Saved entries
=== Section Start ===

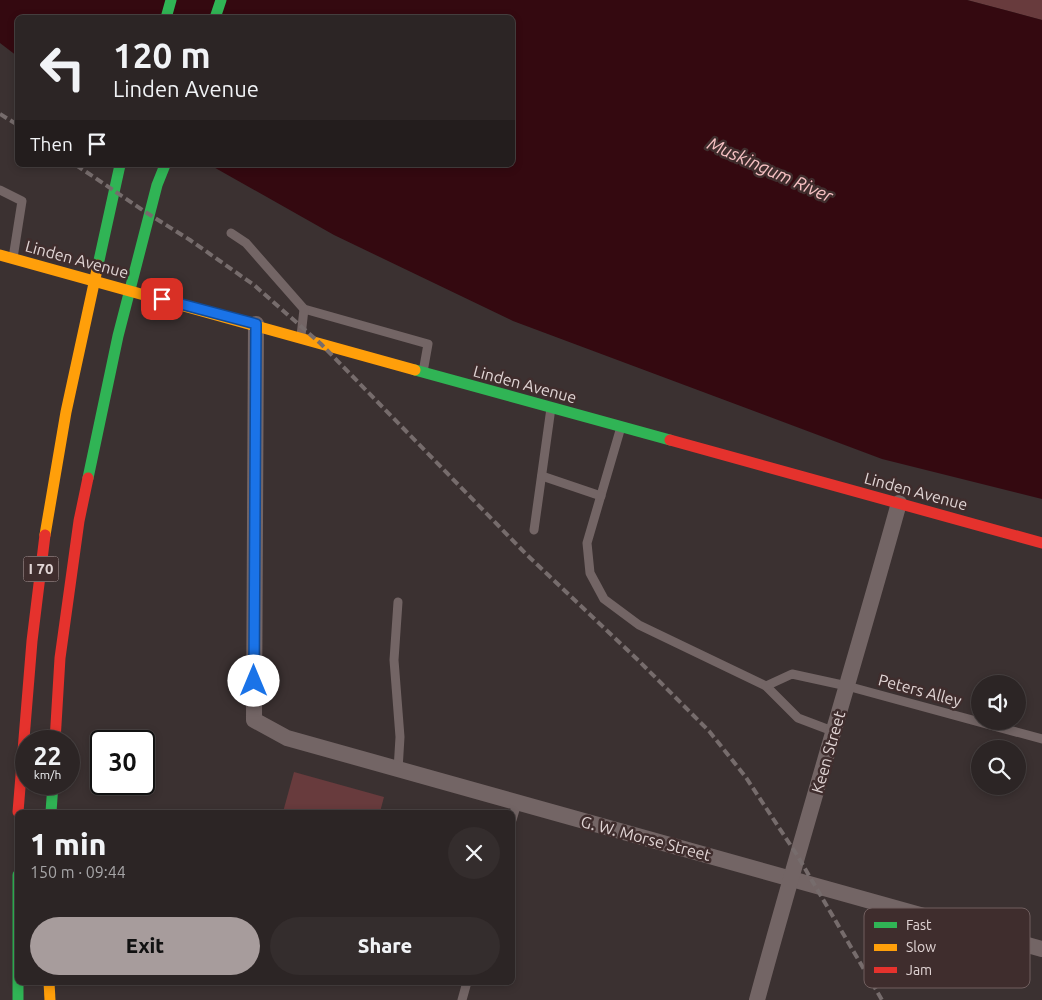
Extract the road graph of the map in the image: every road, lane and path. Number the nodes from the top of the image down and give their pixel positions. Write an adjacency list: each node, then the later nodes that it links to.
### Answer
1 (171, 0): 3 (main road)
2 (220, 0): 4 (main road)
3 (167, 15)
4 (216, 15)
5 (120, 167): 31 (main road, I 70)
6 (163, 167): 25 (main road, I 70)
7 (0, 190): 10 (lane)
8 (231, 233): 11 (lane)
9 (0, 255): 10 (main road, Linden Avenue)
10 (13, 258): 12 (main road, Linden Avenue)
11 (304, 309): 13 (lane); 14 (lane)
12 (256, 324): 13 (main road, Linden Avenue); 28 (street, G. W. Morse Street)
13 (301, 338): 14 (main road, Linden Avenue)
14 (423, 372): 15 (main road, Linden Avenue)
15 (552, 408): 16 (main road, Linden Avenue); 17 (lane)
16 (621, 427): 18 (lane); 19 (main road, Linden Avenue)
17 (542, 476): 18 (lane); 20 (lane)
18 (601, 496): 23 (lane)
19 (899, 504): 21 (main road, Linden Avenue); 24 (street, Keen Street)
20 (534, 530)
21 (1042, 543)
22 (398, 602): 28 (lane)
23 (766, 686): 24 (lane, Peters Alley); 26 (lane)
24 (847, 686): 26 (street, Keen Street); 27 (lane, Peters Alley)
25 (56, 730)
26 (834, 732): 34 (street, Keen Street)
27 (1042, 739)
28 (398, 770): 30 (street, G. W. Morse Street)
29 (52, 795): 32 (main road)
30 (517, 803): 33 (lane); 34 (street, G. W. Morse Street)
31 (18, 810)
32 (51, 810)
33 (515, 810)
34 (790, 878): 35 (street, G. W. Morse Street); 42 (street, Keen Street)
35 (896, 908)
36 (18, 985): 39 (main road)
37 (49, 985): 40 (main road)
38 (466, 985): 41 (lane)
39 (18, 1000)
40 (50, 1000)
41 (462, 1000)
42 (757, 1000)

=== Section End ===

▶ **PROBLEM TO SOLVE**: Go through the lines above and copy any that contain "Morse".

▶ **RESPONSE TO THIS TASK**:
12 (256, 324): 13 (main road, Linden Avenue); 28 (street, G. W. Morse Street)
28 (398, 770): 30 (street, G. W. Morse Street)
30 (517, 803): 33 (lane); 34 (street, G. W. Morse Street)
34 (790, 878): 35 (street, G. W. Morse Street); 42 (street, Keen Street)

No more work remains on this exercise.